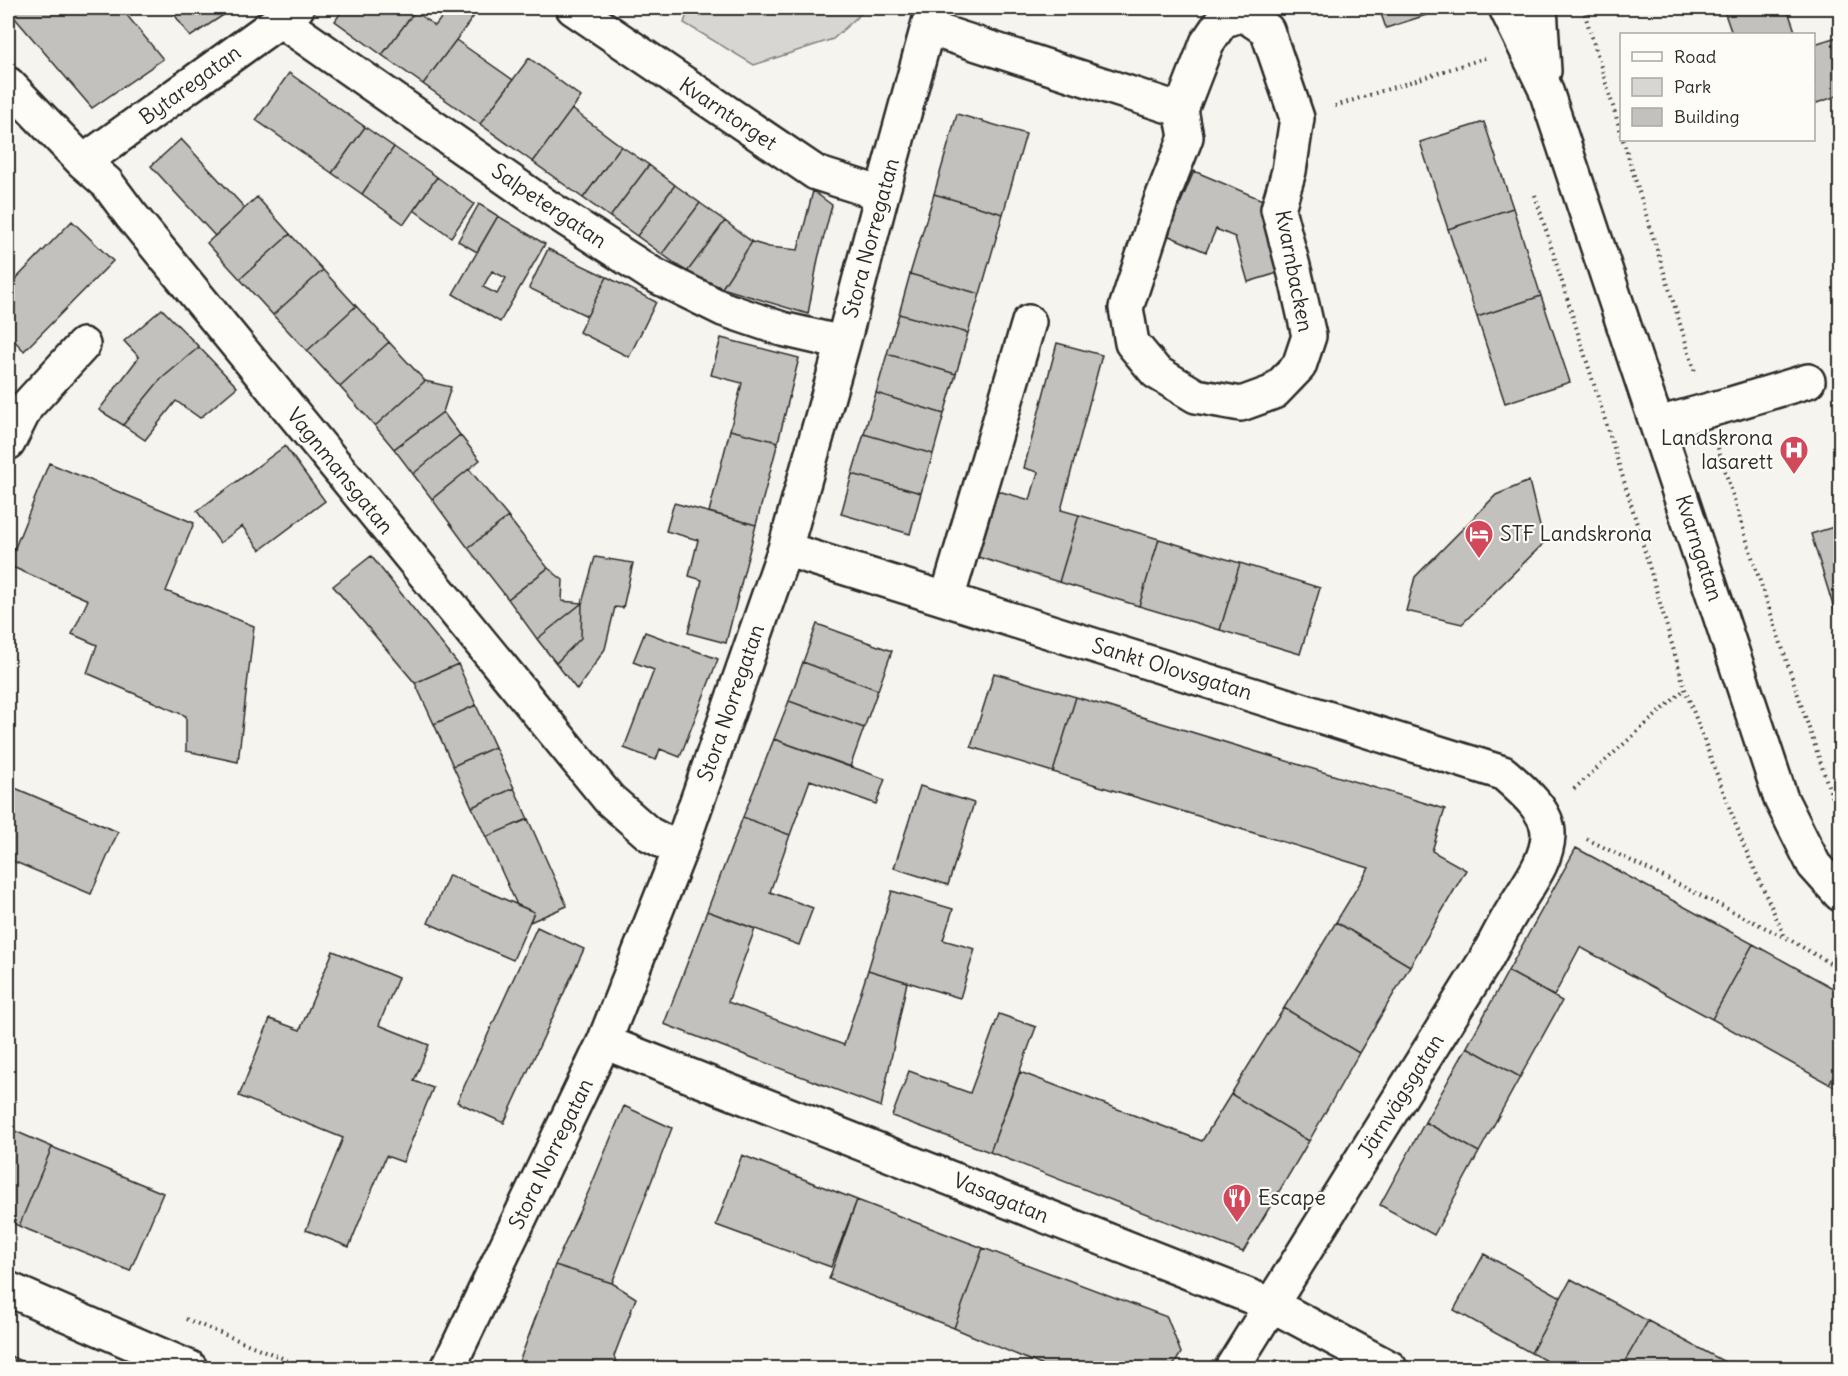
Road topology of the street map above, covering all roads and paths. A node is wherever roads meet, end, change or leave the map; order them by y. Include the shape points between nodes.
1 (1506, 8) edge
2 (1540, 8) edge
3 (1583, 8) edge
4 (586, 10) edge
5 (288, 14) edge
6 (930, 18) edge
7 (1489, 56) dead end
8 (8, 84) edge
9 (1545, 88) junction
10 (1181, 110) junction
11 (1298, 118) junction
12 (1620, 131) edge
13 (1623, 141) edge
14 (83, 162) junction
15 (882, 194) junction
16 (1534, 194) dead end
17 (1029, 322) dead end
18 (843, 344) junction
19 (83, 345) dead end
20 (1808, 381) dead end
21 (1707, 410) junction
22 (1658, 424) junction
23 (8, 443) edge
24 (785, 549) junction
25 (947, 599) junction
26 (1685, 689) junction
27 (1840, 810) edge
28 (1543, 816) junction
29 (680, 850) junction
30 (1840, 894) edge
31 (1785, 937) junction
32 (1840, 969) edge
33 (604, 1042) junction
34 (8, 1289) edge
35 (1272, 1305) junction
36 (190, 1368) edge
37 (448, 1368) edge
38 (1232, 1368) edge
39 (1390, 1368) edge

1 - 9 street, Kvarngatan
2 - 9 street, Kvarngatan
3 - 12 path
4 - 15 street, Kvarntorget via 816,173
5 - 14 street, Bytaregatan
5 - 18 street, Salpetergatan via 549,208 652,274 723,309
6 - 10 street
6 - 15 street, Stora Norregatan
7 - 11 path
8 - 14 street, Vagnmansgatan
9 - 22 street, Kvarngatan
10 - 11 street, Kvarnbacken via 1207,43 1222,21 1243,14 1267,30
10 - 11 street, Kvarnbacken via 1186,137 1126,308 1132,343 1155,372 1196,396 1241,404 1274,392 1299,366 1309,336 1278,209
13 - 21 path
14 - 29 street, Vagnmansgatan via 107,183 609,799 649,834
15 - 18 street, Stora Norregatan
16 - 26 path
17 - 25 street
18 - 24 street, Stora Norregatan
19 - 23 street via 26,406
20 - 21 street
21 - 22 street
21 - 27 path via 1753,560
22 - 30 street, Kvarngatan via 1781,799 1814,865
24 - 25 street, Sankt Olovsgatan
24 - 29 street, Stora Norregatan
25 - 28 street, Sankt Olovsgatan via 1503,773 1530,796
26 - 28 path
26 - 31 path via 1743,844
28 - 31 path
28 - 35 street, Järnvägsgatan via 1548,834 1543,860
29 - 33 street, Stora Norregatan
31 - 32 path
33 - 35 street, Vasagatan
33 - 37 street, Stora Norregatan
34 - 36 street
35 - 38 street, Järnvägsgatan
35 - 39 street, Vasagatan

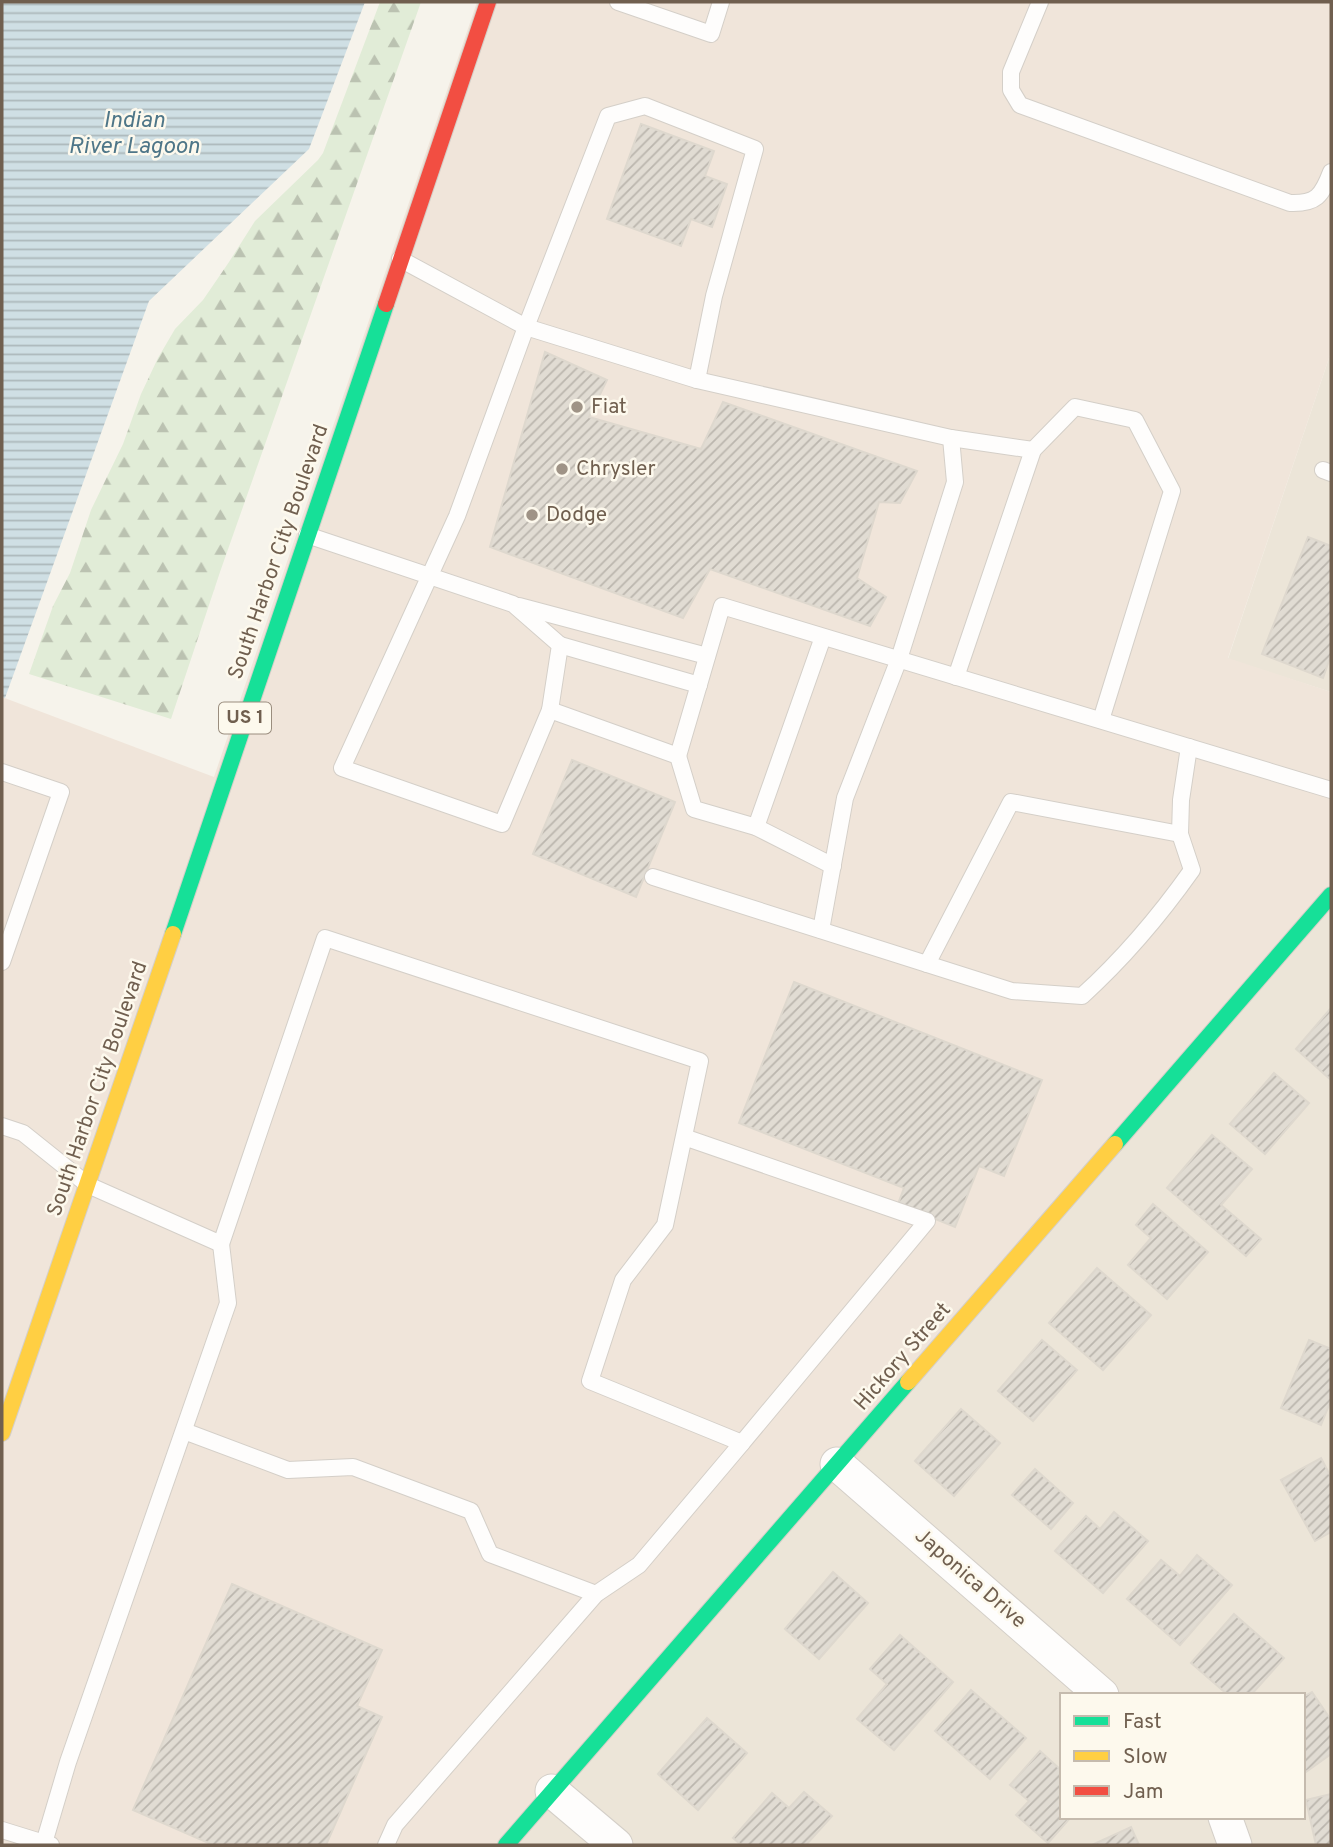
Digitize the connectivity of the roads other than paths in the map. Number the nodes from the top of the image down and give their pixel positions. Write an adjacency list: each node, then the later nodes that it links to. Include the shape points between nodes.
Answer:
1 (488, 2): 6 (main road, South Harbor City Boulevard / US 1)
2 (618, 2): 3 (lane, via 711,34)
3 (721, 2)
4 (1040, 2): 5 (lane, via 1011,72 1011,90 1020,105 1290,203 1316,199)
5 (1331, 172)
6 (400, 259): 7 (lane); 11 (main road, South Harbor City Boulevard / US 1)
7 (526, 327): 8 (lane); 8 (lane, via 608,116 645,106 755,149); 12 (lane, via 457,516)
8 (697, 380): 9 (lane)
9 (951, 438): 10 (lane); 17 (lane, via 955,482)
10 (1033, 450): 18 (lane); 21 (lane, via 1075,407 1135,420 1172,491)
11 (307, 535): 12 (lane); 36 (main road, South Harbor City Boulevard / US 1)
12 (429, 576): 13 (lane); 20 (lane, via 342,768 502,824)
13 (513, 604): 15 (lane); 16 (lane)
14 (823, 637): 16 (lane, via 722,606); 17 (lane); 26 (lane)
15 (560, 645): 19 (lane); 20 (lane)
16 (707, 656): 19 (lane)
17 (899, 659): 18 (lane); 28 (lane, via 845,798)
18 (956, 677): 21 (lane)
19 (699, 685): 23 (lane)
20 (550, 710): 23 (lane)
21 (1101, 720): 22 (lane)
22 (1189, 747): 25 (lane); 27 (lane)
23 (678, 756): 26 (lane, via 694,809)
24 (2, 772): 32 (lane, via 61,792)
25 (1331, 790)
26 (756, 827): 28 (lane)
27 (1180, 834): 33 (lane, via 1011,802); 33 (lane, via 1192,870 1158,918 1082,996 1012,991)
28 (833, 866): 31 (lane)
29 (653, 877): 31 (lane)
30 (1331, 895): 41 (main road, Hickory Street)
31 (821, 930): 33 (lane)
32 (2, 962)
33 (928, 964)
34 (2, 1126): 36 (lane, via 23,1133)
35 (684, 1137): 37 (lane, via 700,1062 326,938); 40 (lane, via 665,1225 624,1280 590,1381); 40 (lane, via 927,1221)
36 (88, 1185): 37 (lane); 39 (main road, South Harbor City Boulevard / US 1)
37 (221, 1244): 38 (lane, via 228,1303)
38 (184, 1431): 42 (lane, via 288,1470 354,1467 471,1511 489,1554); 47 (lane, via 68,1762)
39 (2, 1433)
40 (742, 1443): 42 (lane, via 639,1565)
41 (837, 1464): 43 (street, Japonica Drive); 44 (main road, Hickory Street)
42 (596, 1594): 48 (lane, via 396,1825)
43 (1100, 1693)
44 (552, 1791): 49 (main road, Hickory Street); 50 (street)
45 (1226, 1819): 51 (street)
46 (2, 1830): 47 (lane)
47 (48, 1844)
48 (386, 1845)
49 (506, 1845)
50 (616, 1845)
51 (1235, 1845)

-=-=-

*TASK DIRECTIONS*. Each line of the listing above that contains the word "Boulevard" is to be copied.

*SOLVED PROBLEM*.
1 (488, 2): 6 (main road, South Harbor City Boulevard / US 1)
6 (400, 259): 7 (lane); 11 (main road, South Harbor City Boulevard / US 1)
11 (307, 535): 12 (lane); 36 (main road, South Harbor City Boulevard / US 1)
36 (88, 1185): 37 (lane); 39 (main road, South Harbor City Boulevard / US 1)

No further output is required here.